## What to do
Find every line in the records below that holds the word "const" and copy it.

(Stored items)
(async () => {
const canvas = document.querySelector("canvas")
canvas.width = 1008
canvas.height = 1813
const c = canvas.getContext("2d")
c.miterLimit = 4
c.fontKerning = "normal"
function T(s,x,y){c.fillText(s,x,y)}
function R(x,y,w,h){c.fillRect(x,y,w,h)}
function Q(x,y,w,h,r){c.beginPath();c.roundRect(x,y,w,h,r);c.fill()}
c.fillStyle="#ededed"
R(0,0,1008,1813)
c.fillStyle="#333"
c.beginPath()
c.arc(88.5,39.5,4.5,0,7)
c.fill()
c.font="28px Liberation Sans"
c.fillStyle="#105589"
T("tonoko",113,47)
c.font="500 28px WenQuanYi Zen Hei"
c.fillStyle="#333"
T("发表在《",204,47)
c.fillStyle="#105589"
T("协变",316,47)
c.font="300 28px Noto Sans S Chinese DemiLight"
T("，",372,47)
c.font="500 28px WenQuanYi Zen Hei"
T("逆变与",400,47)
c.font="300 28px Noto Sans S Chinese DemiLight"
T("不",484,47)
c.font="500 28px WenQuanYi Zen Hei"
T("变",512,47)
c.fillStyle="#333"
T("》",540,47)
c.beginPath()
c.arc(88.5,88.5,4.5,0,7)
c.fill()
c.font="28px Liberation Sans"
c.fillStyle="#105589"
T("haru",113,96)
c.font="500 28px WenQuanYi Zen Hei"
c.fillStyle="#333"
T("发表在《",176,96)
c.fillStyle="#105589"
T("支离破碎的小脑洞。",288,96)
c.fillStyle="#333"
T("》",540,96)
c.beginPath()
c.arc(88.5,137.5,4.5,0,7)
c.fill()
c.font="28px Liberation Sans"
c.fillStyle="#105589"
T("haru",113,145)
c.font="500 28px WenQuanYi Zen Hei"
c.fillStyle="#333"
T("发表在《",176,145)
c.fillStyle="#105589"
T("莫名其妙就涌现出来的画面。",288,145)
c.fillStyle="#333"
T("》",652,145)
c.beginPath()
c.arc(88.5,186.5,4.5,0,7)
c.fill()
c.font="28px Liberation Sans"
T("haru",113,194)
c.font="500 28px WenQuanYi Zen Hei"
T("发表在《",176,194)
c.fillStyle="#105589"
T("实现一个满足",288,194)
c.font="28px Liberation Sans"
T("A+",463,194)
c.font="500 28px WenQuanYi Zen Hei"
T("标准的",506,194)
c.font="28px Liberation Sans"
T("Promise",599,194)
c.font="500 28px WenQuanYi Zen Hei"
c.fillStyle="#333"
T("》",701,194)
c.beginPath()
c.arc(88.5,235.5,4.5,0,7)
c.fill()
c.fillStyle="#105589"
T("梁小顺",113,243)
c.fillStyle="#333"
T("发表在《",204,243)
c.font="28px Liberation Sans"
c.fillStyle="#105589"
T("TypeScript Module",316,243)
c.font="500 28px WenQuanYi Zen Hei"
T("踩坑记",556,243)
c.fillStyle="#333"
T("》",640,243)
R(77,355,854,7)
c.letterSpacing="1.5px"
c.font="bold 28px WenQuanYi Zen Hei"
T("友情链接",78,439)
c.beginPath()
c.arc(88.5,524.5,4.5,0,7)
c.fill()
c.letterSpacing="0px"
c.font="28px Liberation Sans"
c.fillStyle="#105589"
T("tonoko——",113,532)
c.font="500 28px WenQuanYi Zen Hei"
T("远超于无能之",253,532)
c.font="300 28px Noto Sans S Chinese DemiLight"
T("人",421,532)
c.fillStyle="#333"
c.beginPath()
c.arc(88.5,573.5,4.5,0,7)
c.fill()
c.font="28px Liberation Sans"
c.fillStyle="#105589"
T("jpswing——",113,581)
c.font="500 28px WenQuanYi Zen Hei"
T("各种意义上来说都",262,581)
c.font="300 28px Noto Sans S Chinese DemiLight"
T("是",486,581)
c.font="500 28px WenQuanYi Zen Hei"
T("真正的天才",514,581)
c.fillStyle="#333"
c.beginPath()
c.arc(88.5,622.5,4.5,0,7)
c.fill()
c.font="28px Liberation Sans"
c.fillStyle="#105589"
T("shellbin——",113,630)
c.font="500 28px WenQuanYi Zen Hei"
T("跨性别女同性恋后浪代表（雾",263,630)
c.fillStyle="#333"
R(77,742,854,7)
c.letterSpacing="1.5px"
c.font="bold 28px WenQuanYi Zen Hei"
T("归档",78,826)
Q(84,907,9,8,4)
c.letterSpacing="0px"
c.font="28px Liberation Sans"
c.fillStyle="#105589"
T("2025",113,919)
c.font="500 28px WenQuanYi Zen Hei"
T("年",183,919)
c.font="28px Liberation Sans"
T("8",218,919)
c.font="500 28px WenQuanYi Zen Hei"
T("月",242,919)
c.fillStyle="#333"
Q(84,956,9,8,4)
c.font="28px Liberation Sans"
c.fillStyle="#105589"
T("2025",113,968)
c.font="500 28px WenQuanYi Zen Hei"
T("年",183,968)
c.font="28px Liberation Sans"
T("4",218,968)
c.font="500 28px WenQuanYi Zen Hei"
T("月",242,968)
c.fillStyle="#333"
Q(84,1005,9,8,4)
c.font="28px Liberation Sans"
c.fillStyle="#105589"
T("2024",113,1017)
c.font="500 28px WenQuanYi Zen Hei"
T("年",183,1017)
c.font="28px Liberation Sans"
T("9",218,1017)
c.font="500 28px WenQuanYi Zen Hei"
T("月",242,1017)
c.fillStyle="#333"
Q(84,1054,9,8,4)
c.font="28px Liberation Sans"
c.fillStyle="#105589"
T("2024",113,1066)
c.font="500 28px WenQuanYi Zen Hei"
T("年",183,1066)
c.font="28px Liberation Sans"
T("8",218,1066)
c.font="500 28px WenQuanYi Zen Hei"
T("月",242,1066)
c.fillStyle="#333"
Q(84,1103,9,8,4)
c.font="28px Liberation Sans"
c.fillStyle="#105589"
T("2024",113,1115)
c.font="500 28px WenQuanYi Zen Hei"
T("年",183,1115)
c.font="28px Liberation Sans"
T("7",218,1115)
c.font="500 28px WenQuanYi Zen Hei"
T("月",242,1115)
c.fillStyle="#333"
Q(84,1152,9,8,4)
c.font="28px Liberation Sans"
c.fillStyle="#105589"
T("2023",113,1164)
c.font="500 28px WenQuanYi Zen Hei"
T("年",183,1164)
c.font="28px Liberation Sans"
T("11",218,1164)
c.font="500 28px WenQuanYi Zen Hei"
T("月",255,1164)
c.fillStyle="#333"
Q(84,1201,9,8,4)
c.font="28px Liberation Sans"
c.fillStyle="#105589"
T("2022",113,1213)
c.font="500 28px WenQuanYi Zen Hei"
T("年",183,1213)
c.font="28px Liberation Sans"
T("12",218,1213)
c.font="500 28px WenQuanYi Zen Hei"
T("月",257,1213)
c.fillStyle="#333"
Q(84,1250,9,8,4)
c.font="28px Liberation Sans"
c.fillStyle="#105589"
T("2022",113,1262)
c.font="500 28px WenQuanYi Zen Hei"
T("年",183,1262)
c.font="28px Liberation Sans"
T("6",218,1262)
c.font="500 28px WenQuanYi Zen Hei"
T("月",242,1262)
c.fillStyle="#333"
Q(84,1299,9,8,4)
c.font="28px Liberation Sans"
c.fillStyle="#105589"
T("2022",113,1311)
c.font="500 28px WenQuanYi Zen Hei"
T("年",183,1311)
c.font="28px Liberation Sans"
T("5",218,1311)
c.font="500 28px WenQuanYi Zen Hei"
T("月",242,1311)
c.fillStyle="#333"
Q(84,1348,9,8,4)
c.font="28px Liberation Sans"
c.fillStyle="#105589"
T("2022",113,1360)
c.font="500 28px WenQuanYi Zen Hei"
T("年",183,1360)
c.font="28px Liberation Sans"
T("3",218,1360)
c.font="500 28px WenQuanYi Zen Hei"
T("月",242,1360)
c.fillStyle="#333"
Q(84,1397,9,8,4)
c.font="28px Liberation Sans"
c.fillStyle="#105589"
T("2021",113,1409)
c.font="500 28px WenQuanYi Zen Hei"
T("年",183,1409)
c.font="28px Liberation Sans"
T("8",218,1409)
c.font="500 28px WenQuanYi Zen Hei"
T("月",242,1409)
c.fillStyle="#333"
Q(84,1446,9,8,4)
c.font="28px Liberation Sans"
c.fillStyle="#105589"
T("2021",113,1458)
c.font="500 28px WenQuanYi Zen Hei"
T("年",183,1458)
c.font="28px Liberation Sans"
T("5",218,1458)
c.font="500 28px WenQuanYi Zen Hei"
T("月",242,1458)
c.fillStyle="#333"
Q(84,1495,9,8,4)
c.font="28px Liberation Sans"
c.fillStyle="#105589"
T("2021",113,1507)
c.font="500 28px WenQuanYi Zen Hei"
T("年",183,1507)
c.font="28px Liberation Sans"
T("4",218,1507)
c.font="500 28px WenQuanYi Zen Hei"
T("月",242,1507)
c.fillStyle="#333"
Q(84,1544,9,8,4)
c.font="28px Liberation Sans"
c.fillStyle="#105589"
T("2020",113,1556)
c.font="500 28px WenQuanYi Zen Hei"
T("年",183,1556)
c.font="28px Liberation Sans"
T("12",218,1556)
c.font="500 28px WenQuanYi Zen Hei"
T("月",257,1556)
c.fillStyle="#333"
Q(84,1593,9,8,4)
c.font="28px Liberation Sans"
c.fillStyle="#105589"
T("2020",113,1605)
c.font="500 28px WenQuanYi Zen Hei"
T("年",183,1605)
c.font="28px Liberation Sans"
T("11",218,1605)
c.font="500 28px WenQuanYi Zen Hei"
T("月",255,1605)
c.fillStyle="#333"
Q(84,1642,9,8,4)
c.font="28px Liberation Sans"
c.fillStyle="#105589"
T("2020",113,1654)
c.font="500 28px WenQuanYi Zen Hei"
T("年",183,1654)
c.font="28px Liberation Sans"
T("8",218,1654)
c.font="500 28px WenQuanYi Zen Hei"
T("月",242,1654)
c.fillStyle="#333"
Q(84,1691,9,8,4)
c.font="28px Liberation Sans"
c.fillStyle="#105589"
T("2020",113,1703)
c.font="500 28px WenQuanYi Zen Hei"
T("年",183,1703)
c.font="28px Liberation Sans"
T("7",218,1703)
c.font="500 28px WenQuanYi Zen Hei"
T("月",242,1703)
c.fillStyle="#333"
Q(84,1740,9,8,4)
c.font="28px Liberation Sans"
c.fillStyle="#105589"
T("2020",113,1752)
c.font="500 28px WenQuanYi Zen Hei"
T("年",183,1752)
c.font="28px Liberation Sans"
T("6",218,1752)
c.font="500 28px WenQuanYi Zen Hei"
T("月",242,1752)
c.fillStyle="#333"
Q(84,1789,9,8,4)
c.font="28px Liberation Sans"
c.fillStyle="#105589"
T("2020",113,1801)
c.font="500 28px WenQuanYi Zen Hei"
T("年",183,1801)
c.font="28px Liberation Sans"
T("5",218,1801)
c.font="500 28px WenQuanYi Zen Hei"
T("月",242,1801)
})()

## Answer
const canvas = document.querySelector("canvas")
const c = canvas.getContext("2d")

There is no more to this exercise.